- **Action item**: Tally the lines of the data below that contain the string "graph". Give the tally and nothing else.

---------- Source material

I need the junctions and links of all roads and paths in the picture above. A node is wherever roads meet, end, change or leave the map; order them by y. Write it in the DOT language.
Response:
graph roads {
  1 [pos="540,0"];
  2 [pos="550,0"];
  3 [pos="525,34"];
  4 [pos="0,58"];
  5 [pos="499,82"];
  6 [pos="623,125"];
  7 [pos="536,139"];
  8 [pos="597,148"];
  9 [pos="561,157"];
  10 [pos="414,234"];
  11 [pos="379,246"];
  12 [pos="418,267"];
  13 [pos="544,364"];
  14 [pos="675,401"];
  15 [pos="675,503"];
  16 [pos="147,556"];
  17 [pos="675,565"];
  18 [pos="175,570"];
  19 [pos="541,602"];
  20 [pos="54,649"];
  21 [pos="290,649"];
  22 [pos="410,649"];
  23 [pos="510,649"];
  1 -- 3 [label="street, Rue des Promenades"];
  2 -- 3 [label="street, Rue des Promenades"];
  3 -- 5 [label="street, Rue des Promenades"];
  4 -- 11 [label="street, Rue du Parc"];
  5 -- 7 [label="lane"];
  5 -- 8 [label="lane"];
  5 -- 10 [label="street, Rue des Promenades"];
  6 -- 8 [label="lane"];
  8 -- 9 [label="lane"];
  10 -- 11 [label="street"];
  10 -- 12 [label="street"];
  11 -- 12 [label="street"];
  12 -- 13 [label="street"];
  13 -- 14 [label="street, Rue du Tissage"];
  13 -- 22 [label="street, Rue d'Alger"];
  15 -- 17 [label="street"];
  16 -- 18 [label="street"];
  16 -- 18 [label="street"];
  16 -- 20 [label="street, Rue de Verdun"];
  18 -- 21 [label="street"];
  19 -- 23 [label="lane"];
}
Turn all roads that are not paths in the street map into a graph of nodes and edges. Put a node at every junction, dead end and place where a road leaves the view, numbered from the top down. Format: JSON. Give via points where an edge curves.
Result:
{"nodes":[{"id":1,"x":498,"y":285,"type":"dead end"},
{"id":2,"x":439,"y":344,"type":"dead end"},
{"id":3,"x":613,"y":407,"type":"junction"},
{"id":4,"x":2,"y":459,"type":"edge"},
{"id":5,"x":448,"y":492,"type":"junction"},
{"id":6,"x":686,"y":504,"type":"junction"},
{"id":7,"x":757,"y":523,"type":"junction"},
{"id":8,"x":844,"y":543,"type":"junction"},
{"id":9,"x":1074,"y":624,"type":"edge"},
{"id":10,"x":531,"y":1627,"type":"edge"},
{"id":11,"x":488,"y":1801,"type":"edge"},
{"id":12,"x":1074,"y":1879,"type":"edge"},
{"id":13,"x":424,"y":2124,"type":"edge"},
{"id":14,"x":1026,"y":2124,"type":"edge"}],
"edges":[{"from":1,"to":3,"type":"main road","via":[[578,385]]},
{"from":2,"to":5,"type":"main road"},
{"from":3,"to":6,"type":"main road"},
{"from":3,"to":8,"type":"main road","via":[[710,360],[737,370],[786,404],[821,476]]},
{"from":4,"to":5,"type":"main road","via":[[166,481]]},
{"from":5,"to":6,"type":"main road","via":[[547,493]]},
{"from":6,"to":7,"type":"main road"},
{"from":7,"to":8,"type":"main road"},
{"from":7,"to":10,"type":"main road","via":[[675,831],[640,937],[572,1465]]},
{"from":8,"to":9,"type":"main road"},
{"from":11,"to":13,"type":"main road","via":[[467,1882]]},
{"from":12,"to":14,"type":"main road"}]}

--------------------

- **Result**: 2